(Material supplied Opens)

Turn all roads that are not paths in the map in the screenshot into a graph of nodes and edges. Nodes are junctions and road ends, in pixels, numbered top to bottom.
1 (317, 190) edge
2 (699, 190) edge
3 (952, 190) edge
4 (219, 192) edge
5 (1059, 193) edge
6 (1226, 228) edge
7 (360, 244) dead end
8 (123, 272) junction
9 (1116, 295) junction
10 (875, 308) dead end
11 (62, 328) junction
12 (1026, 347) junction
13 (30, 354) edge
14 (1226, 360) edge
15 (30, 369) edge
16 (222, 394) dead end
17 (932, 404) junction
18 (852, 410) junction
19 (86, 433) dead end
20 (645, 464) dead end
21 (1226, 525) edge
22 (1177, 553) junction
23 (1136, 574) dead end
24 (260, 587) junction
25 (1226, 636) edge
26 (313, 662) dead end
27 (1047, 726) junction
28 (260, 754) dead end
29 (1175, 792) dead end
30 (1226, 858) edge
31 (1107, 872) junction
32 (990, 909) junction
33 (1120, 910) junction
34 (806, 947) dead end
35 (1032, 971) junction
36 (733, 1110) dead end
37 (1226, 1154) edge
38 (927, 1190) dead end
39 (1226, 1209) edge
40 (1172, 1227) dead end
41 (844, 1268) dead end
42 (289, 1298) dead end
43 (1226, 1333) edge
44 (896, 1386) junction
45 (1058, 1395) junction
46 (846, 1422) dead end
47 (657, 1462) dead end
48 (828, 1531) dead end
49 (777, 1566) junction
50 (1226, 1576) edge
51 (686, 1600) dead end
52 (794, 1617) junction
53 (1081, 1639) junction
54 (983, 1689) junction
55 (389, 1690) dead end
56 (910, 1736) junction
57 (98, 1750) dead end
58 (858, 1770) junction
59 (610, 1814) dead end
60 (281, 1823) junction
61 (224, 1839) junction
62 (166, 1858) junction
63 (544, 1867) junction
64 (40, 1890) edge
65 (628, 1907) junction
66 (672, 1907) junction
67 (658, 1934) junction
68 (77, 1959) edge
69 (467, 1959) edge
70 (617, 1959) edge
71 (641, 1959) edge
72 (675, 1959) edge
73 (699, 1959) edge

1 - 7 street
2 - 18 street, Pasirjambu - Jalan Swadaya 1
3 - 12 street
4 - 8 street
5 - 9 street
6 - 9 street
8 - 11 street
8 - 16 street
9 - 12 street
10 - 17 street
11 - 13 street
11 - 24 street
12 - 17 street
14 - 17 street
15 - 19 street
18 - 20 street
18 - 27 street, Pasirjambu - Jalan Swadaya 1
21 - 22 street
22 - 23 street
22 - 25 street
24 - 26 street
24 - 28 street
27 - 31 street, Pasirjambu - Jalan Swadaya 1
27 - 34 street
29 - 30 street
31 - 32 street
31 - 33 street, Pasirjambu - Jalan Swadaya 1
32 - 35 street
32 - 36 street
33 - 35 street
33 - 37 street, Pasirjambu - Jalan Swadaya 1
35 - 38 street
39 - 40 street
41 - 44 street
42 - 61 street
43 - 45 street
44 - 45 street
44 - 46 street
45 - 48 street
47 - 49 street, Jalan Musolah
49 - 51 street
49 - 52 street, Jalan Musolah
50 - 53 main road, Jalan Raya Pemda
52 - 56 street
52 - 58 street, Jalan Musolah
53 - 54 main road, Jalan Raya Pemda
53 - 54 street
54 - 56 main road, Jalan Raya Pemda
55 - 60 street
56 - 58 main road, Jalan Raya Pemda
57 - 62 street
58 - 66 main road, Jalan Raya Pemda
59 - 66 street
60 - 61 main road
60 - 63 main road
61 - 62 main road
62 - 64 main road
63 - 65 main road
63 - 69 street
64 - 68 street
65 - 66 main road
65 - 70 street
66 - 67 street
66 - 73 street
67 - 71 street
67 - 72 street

(Material supplied Closes)

Task brief: Lines containing the word "Musolah" are to be located in the entries and copied.

Exercise answer:
47 - 49 street, Jalan Musolah
49 - 52 street, Jalan Musolah
52 - 58 street, Jalan Musolah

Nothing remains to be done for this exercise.